■ **Exercise instructions**: Which lines in the data contain the word "from"? Please copy each of them.

■ **Source data**:
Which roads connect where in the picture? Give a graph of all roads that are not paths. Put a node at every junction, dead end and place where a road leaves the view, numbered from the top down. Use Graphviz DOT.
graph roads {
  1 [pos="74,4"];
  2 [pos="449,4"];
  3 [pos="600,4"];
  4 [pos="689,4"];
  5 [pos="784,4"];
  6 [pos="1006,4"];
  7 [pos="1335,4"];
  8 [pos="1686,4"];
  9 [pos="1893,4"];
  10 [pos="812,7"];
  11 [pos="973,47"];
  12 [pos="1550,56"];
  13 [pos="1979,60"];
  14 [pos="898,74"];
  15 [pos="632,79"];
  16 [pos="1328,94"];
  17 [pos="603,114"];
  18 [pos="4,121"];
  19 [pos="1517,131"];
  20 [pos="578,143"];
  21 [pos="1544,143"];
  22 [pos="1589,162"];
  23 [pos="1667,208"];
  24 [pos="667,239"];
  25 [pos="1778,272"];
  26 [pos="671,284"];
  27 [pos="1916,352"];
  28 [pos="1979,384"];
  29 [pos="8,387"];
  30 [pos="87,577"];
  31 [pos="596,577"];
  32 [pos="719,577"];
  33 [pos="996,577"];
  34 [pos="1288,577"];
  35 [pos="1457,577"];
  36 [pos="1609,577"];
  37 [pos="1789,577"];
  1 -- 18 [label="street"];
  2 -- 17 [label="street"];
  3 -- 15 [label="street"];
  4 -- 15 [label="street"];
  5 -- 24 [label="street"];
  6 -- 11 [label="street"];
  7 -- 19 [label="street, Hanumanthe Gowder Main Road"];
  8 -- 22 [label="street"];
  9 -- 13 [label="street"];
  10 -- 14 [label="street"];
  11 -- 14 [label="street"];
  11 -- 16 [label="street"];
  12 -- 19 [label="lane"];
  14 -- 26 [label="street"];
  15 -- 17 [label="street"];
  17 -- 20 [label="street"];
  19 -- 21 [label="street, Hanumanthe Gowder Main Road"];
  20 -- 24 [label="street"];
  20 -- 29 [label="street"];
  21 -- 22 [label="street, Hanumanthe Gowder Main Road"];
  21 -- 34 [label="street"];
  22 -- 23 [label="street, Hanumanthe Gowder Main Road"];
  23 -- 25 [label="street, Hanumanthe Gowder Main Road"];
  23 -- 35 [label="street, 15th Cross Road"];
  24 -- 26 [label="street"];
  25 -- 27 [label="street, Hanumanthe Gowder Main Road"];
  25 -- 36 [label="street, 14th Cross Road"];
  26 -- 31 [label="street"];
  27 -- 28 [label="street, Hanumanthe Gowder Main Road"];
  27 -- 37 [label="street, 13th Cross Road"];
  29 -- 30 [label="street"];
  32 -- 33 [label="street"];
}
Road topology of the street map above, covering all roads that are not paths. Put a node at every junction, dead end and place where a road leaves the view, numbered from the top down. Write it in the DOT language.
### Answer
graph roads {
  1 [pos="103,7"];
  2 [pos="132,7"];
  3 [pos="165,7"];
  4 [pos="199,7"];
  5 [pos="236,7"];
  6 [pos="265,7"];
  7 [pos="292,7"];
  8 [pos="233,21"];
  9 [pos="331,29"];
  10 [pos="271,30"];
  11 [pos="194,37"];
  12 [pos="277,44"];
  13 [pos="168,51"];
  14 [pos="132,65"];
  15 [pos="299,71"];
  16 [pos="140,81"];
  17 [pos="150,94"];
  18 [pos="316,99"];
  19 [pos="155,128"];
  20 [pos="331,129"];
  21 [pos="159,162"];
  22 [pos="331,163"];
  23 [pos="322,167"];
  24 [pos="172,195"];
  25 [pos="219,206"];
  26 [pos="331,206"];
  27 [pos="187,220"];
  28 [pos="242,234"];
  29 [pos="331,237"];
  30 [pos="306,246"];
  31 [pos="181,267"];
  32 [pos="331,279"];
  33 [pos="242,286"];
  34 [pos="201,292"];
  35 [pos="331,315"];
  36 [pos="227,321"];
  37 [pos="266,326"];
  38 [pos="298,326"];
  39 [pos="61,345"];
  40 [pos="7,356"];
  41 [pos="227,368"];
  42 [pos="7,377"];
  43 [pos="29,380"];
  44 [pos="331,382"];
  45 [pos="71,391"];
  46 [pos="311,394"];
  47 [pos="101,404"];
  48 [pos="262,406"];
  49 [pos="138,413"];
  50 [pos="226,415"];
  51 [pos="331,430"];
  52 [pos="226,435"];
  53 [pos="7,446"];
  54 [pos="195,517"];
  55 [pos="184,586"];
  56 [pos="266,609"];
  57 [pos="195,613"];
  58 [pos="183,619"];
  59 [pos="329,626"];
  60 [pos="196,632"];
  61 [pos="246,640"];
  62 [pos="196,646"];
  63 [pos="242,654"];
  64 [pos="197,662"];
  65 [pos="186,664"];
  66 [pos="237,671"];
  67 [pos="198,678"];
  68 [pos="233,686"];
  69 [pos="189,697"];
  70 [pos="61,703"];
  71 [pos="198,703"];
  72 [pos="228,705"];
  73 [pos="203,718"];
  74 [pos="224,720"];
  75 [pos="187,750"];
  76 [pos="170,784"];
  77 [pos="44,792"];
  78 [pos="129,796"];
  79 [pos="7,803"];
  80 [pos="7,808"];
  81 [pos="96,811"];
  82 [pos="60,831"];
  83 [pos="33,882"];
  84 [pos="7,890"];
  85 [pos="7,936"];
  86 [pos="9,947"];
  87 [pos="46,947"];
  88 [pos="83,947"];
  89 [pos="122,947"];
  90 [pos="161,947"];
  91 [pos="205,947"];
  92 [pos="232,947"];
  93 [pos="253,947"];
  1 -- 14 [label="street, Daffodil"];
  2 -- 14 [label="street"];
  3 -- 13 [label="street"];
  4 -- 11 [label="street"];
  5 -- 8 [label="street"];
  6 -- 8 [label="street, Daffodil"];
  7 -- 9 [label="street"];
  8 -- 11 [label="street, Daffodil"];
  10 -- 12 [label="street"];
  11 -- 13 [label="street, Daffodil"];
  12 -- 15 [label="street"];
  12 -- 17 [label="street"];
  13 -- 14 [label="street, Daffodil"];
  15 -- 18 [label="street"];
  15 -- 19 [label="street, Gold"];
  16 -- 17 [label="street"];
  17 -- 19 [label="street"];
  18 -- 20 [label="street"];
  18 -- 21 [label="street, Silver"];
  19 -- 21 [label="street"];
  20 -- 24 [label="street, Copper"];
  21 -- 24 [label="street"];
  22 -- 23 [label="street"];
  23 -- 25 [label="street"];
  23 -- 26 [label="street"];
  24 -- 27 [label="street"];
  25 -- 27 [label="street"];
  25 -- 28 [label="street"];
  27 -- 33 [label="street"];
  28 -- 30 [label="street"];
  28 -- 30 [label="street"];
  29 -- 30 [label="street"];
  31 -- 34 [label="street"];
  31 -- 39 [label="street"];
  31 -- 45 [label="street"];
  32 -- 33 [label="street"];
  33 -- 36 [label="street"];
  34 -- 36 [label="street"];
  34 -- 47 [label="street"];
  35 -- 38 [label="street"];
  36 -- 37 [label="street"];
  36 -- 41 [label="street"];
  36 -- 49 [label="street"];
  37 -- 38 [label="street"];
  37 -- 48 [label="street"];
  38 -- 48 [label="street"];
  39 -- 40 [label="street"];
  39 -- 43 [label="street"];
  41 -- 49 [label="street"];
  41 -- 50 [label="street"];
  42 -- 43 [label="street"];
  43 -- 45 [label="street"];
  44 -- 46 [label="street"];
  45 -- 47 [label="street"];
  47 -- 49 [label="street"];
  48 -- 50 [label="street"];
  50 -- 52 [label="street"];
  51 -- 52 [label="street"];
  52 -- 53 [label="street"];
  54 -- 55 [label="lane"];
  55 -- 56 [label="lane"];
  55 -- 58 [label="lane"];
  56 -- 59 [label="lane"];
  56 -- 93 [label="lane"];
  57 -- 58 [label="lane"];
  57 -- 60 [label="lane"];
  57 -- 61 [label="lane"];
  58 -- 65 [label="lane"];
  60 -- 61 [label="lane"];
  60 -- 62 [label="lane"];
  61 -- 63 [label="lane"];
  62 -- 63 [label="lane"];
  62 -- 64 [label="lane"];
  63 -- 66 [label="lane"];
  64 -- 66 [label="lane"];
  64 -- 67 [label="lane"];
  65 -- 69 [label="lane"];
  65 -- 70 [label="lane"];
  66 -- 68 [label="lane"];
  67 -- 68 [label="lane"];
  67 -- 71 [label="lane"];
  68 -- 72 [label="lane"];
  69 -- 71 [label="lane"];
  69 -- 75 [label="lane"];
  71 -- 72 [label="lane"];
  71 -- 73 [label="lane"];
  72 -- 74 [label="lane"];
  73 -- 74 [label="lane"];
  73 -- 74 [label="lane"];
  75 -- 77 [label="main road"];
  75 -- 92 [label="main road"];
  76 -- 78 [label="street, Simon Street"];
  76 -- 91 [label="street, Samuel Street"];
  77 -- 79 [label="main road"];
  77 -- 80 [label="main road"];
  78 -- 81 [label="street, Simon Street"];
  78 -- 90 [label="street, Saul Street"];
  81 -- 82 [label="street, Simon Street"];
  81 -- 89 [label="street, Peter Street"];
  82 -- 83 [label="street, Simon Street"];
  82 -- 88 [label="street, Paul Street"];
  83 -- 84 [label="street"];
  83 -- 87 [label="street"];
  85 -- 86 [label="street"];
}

■ **Solved exercise**:
Which roads connect where in the picture? Give a graph of all roads that are not paths. Put a node at every junction, dead end and place where a road leaves the view, numbered from the top down. Use Graphviz DOT.
Road topology of the street map above, covering all roads that are not paths. Put a node at every junction, dead end and place where a road leaves the view, numbered from the top down. Write it in the DOT language.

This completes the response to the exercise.